Élu à la présidence en 2007, Nicolas Sarkozy a repris langue avec Damas par l’entremise de Ziad Takieddine. Bachar Al-Assad a assisté en 2008 au sommet de l’Union pour la Méditerranée à Paris puis au défilé du 14 Juillet. Trois ans durant, les présidents syrien et français se rencontrent à plusieurs reprises. L’ambassade de France à Damas se compromet avec des figures honnies du régime, mais en vain puisque Washington interdit tout contrat en Syrie, hormis la future cimenterie Lafarge. Toutefois, la France est furieuse contre Damas qui est soudain intervenue au Liban quelques semaines avant la « révolution » syrienne qui débute le 15 mars 2011. La répression est tout de suite violente. En pleine tempête libyenne, il faut désormais s’occuper de la Syrie. Le président Sarkozy n’accorde guère de crédit à son ambassadeur à Damas, Éric Chevallier, qui est convaincu que « le régime d’Assad ne tombera pas, Assad [étant] fort ». Il déclare au Quai d’Orsay avoir « visité diverses régions de la Syrie et [qu’il n’a] pas le sentiment que le régime en place [soit] en train de s’effondrer ». Dans le bureau du chef de cabinet d’Alain Juppé, le conseiller diplomatique du président Nicolas Galey admoneste l’ambassadeur : « Arrêtez de dire des bêtises ! Il ne faut pas s’en tenir aux faits, il faut voir plus loin que le bout de son nez. » « Vos informations ne nous intéressent pas. Bachar Al-Assad doit tomber et il tombera. »

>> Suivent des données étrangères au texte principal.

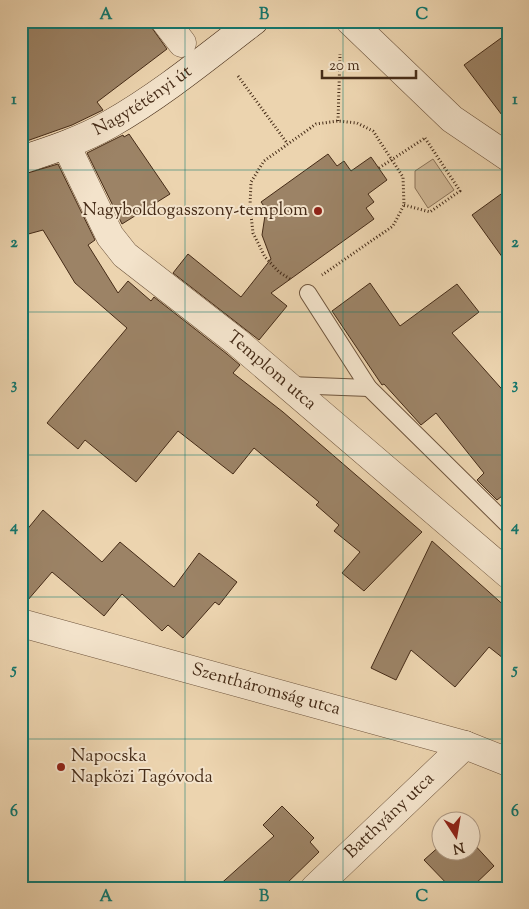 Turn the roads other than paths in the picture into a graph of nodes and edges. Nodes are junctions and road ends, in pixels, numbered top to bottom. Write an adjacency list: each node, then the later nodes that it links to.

Le 9 décembre 2010, Nicolas Sarkozy accueillait encore Bachar Al-Assad à l’Élysée. Franck Fife/AFP

L’hybris s’est donc emparée de l’exécutif français, qui après des décennies de défense des dictatures arabes, s’est converti à leur renversement. La ligne de l’Élysée et du Quai d’Orsay est coulée dans le marbre pour six ans. En avril, Nicolas Sarkozy juge la répression de Damas « inacceptable ». Déjà, le Qatar et l’Arabie saoudite sont à la manœuvre en appui des Frères musulmans et des salafistes entrés en révolution. Dès 2011, 5 000 personnes sont tuées en Syrie. Mais pour Paris, qui demande le départ de Bachar Al-Assad en juillet et rappelle son ambassadeur, la situation est complexe. La Russie et la Chine refusent toute résolution du Conseil de sécurité de l’ONU hostile à la Syrie, et la France, qui est engagée en Libye, n’a pas les moyens d’intervenir seule et peinerait à convaincre son opinion publique.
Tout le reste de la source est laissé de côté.